Nine CS 855 students valiantly navigated Tuesday night's class in Second Life, studying camera controls, the profile, how to use Voice over IP, chat logs, sharing content, gestures and drinking hot cocoa.
*makes a note to add more gadgets to the next class*
The discussion shifted from SL mechanics to reflect on social media and how people collaborate online. Our use of the Web 2.0 tools and Second Life helps us to understand today's capabilities and to envision what will be needed in 10-15 years.
With a nod to famous futurists, Winston Churchill's observation that the future was "one damn thing after another"  made us ask why anyone would pursue a career in forecasting. Yet, given the $200 billion spent annually on predictions, it is no small wonder that many feel that the 85% (or higher) failure rate is well worth the risk.
Weather forecasting was noted as one of the more successful prediction systems in W. Sherdan's The Fortune Sellers. Why is the weather important to technological innovation? Its direct influence on the physical environment affects other systems and their outcomes.
Upcoming assignment: As you start to design an audio podcast, two presentation styles that came to mind were Ask Dr. Science and Bill Nye The Science Guy. In your podcast, tell us about your favorite futurist (real or fictional), or share tips about a Web 2.0 tool.
Tip: Keep it short, offer new information and have a great time sharing your ideas!
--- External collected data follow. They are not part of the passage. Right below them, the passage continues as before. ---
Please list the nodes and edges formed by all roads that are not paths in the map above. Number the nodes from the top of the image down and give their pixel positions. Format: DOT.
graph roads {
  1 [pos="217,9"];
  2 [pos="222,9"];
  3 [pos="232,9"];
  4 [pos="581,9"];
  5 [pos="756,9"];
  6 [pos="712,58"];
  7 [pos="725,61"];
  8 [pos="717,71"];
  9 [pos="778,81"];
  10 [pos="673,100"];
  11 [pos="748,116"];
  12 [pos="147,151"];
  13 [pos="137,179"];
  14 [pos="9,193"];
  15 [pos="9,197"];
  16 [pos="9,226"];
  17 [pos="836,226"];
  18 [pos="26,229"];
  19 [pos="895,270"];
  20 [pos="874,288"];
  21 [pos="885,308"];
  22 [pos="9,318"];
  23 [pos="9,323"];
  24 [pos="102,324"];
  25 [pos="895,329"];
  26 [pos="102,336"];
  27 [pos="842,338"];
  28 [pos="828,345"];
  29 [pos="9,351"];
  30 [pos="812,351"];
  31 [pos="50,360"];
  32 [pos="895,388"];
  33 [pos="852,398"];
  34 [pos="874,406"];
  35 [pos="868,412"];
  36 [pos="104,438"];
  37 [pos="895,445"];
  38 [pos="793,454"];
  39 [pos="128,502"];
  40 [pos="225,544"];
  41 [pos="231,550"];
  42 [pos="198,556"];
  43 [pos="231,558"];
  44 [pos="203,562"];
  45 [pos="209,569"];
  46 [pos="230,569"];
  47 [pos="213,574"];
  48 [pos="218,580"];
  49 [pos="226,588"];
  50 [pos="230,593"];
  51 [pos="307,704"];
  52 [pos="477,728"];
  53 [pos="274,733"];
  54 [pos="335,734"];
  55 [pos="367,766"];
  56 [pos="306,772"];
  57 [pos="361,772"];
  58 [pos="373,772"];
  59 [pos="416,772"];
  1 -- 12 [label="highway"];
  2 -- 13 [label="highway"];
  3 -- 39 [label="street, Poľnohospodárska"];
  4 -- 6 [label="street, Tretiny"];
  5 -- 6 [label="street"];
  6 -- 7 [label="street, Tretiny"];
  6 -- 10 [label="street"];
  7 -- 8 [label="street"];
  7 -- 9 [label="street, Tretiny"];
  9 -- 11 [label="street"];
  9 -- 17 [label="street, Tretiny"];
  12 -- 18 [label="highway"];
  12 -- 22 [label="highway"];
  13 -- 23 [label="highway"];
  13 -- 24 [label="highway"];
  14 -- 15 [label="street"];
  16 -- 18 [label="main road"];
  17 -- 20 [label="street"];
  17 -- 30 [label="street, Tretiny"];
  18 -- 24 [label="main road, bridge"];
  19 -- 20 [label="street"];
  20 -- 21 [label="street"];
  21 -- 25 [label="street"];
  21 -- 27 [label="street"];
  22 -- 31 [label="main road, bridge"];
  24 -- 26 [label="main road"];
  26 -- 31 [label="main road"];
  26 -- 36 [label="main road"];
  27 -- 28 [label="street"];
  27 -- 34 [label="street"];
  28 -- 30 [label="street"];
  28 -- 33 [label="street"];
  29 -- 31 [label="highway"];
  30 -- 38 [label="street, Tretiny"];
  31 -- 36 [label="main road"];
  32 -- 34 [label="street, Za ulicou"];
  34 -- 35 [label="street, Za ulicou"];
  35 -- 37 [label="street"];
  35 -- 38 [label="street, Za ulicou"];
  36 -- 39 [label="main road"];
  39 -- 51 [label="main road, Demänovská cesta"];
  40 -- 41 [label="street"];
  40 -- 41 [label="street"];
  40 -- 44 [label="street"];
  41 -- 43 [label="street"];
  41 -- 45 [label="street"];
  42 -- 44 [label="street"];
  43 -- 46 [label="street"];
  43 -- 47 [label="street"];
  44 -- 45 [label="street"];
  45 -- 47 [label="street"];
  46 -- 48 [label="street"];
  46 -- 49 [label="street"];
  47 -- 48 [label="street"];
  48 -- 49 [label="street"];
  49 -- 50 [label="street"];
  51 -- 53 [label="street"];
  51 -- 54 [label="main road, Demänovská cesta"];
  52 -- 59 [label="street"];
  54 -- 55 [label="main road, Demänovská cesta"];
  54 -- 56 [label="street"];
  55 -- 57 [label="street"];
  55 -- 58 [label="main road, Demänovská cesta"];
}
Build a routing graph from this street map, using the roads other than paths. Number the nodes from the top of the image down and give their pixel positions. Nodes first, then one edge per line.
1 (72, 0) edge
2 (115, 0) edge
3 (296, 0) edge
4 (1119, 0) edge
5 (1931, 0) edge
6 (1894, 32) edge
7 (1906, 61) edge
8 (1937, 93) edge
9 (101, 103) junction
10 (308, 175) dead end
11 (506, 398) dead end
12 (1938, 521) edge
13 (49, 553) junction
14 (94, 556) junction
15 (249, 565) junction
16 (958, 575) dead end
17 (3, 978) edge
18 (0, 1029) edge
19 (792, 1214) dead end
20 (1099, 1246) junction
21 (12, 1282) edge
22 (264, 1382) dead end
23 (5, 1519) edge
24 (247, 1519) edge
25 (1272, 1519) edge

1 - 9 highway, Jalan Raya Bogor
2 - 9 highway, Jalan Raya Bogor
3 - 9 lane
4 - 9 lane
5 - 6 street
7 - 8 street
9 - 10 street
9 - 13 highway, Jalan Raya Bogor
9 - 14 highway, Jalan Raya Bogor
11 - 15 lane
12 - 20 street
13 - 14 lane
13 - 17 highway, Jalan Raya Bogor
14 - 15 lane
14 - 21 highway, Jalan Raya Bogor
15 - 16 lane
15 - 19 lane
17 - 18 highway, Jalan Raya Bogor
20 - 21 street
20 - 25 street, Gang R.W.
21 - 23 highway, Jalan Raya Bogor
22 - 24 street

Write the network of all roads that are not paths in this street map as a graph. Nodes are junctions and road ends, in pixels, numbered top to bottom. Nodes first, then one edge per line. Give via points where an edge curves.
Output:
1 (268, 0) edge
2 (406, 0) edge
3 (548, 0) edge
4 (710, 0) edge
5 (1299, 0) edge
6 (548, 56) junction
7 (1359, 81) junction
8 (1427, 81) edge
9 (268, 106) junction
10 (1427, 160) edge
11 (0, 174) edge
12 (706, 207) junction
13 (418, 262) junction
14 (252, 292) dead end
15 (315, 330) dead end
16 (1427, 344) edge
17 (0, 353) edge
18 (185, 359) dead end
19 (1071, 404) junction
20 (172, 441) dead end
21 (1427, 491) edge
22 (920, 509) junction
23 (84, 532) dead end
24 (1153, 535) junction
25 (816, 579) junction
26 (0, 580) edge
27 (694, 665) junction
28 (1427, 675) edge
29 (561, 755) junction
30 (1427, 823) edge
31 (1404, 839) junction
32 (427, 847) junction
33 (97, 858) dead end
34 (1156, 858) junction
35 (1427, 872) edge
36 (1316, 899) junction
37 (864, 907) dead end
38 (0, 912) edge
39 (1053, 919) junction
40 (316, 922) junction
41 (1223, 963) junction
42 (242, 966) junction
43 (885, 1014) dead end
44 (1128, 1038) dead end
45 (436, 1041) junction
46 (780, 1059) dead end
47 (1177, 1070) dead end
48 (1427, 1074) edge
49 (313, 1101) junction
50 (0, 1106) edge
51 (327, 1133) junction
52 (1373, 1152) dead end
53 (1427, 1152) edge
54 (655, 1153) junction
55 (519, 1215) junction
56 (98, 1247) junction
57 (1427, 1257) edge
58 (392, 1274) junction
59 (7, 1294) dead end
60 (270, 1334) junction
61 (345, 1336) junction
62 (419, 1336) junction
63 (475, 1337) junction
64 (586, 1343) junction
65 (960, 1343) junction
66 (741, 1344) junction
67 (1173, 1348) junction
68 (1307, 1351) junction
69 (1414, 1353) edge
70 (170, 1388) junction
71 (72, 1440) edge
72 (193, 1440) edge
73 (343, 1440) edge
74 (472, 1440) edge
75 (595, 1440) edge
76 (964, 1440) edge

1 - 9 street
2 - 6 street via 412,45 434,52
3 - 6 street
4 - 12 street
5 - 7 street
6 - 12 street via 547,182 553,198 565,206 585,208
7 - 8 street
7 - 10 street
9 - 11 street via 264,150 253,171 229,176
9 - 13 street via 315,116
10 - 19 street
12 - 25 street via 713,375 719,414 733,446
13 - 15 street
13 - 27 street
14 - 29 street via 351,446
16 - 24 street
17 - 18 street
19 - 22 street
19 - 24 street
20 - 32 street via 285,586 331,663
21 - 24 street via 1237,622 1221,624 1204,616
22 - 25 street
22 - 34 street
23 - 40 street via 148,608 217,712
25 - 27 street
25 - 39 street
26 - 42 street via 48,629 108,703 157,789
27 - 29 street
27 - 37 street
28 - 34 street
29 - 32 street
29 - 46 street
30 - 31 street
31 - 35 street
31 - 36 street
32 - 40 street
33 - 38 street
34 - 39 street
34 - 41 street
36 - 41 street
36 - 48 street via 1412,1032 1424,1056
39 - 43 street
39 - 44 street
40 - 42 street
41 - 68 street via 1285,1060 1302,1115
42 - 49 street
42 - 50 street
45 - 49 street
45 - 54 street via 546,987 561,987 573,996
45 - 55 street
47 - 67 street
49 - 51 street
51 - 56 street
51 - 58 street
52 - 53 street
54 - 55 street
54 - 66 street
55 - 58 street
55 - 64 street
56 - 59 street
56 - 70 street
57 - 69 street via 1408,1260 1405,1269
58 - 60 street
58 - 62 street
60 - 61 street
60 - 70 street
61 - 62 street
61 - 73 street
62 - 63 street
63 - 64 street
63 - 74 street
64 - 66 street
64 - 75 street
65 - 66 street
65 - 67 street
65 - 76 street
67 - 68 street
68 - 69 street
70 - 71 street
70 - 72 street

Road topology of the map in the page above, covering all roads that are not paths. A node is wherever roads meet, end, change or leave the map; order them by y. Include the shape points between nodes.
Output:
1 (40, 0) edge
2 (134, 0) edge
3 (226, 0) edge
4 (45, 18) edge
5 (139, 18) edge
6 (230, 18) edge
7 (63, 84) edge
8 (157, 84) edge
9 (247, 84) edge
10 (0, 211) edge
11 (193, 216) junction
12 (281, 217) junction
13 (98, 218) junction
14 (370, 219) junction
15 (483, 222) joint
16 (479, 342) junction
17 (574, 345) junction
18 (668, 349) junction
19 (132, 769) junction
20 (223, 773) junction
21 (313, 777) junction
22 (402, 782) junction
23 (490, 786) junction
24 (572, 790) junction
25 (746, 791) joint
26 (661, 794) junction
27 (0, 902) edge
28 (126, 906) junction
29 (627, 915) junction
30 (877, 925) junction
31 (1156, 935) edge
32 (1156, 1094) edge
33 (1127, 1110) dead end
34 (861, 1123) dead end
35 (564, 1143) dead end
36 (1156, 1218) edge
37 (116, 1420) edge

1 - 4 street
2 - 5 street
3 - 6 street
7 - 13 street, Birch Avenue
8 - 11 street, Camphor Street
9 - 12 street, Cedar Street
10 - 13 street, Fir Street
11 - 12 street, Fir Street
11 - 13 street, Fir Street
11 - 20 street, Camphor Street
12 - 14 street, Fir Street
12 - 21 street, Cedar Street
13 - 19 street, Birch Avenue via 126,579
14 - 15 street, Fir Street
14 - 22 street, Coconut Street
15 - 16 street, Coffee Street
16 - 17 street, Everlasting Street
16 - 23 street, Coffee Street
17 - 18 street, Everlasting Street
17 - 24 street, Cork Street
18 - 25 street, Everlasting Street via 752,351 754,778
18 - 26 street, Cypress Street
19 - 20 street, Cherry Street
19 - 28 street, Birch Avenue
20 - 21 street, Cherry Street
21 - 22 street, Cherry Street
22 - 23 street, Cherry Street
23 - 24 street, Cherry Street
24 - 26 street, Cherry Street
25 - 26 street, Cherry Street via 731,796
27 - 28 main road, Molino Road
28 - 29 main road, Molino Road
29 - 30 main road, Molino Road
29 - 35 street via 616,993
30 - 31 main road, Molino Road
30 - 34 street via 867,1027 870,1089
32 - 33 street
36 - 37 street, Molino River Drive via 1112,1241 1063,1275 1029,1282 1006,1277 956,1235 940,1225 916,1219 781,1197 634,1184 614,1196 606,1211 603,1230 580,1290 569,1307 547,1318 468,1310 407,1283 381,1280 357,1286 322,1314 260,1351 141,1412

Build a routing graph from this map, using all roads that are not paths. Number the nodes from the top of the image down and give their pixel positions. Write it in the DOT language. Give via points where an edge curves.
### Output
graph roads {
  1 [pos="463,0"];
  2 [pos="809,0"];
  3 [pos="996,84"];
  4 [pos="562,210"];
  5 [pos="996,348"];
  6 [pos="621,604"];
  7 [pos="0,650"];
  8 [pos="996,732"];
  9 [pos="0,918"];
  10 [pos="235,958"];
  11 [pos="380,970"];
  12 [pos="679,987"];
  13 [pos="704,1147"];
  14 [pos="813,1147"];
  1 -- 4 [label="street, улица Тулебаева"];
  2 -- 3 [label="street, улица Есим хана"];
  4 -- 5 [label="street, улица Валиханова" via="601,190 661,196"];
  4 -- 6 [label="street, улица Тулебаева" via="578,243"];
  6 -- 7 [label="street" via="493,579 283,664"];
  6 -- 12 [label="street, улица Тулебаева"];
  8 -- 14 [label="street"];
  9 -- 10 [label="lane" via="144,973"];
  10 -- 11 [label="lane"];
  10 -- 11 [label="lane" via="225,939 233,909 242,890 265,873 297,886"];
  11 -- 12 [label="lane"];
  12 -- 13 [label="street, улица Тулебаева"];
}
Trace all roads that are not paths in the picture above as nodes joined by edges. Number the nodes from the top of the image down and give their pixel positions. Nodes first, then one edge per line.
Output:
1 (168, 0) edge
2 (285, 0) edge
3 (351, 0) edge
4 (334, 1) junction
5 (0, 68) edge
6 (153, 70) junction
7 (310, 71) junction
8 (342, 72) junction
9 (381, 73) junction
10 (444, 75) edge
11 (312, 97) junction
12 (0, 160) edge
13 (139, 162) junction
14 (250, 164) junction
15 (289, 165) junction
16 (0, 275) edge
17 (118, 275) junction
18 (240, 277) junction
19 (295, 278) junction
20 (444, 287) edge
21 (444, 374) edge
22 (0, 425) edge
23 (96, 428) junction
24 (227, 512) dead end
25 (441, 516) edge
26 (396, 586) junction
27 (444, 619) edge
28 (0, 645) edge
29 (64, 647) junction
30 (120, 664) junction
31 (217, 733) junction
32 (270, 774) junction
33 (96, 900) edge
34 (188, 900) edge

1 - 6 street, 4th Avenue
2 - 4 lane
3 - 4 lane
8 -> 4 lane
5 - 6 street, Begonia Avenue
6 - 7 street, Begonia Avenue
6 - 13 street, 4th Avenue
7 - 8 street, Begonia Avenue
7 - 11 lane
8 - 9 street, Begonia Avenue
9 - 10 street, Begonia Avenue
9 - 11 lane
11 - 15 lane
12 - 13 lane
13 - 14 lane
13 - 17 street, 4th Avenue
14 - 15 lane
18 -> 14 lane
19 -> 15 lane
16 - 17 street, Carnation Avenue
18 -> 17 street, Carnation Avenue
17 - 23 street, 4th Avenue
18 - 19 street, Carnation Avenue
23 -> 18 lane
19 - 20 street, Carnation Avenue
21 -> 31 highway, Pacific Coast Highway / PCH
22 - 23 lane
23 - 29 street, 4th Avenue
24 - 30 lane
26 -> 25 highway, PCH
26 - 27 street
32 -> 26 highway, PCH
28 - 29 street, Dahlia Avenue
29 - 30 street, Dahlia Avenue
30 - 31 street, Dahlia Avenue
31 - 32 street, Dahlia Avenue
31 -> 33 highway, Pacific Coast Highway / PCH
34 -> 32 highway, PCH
Don't forget to post feedback about Dr. Rheingold's video from Monday's discussion.
Class ended with a description of the Programmatic Research paper and information regarding the final doctoral defense. Next week, we will continue our discussion of socio-technical futuring and discuss additional virtual world capabilities.
 Sherdan, W. A. (1998). The Fortune Sellers: The Big Business of Buying and Selling Predictions. John Wiley & Sons, New York, p.7.